= ASSIGNED TASK =
Each line below that includes the word "dead" is to be reported.

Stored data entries
>>>

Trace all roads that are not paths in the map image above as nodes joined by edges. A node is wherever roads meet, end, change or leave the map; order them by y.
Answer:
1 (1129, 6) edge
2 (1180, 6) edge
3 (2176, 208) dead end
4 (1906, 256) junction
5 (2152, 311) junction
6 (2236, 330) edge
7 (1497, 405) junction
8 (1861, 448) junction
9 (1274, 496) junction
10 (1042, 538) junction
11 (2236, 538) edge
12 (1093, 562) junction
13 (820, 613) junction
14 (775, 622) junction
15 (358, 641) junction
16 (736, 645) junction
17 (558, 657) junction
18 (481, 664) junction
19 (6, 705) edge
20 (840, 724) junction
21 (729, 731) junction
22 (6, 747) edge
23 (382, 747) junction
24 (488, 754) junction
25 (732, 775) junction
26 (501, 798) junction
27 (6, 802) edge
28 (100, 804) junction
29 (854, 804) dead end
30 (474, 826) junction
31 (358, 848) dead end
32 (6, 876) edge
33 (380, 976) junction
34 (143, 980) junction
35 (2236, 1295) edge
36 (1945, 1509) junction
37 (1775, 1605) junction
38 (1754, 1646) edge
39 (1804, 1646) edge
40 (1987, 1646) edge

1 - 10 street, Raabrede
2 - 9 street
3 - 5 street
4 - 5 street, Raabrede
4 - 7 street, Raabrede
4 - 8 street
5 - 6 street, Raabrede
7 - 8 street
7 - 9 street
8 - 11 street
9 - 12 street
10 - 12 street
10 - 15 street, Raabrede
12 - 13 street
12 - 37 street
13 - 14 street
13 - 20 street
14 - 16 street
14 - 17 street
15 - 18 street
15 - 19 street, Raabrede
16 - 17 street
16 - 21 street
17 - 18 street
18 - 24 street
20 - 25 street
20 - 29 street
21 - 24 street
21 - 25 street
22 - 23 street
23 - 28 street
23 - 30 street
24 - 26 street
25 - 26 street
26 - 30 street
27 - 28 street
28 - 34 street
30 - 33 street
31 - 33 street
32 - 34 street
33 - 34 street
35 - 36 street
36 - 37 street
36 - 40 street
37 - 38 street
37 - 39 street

<<<

= WRITTEN SOLUTION =
3 (2176, 208) dead end
29 (854, 804) dead end
31 (358, 848) dead end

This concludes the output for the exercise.